WORK ITEM:
The full listing should be set down exactly as it reads.

GIVEN RECORDS Block Start

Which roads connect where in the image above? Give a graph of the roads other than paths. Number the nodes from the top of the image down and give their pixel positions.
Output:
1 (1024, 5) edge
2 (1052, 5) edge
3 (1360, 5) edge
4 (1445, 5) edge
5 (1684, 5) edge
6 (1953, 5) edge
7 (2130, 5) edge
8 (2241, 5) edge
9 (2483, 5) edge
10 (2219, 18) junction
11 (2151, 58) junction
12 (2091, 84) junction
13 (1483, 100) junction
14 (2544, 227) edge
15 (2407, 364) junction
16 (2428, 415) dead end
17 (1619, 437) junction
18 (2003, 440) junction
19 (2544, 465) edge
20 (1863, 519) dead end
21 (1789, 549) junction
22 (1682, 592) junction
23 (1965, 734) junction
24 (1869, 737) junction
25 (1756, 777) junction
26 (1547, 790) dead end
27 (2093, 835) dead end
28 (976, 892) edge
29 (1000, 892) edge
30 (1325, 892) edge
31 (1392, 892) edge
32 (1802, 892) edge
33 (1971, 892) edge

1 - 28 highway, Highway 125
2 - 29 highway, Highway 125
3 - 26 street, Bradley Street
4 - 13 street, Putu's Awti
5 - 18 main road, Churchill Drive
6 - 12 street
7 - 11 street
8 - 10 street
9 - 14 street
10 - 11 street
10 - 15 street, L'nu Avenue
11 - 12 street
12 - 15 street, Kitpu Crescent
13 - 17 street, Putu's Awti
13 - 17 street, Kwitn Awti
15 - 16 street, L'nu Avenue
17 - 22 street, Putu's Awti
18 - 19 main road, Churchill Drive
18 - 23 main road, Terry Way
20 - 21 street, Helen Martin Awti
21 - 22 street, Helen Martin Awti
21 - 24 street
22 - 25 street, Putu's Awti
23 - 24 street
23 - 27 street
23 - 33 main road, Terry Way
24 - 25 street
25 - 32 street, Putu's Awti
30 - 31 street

GIVEN RECORDS Block End

EXPECTED ANSWER:
Which roads connect where in the image above? Give a graph of the roads other than paths. Number the nodes from the top of the image down and give their pixel positions.
Output:
1 (1024, 5) edge
2 (1052, 5) edge
3 (1360, 5) edge
4 (1445, 5) edge
5 (1684, 5) edge
6 (1953, 5) edge
7 (2130, 5) edge
8 (2241, 5) edge
9 (2483, 5) edge
10 (2219, 18) junction
11 (2151, 58) junction
12 (2091, 84) junction
13 (1483, 100) junction
14 (2544, 227) edge
15 (2407, 364) junction
16 (2428, 415) dead end
17 (1619, 437) junction
18 (2003, 440) junction
19 (2544, 465) edge
20 (1863, 519) dead end
21 (1789, 549) junction
22 (1682, 592) junction
23 (1965, 734) junction
24 (1869, 737) junction
25 (1756, 777) junction
26 (1547, 790) dead end
27 (2093, 835) dead end
28 (976, 892) edge
29 (1000, 892) edge
30 (1325, 892) edge
31 (1392, 892) edge
32 (1802, 892) edge
33 (1971, 892) edge

1 - 28 highway, Highway 125
2 - 29 highway, Highway 125
3 - 26 street, Bradley Street
4 - 13 street, Putu's Awti
5 - 18 main road, Churchill Drive
6 - 12 street
7 - 11 street
8 - 10 street
9 - 14 street
10 - 11 street
10 - 15 street, L'nu Avenue
11 - 12 street
12 - 15 street, Kitpu Crescent
13 - 17 street, Putu's Awti
13 - 17 street, Kwitn Awti
15 - 16 street, L'nu Avenue
17 - 22 street, Putu's Awti
18 - 19 main road, Churchill Drive
18 - 23 main road, Terry Way
20 - 21 street, Helen Martin Awti
21 - 22 street, Helen Martin Awti
21 - 24 street
22 - 25 street, Putu's Awti
23 - 24 street
23 - 27 street
23 - 33 main road, Terry Way
24 - 25 street
25 - 32 street, Putu's Awti
30 - 31 street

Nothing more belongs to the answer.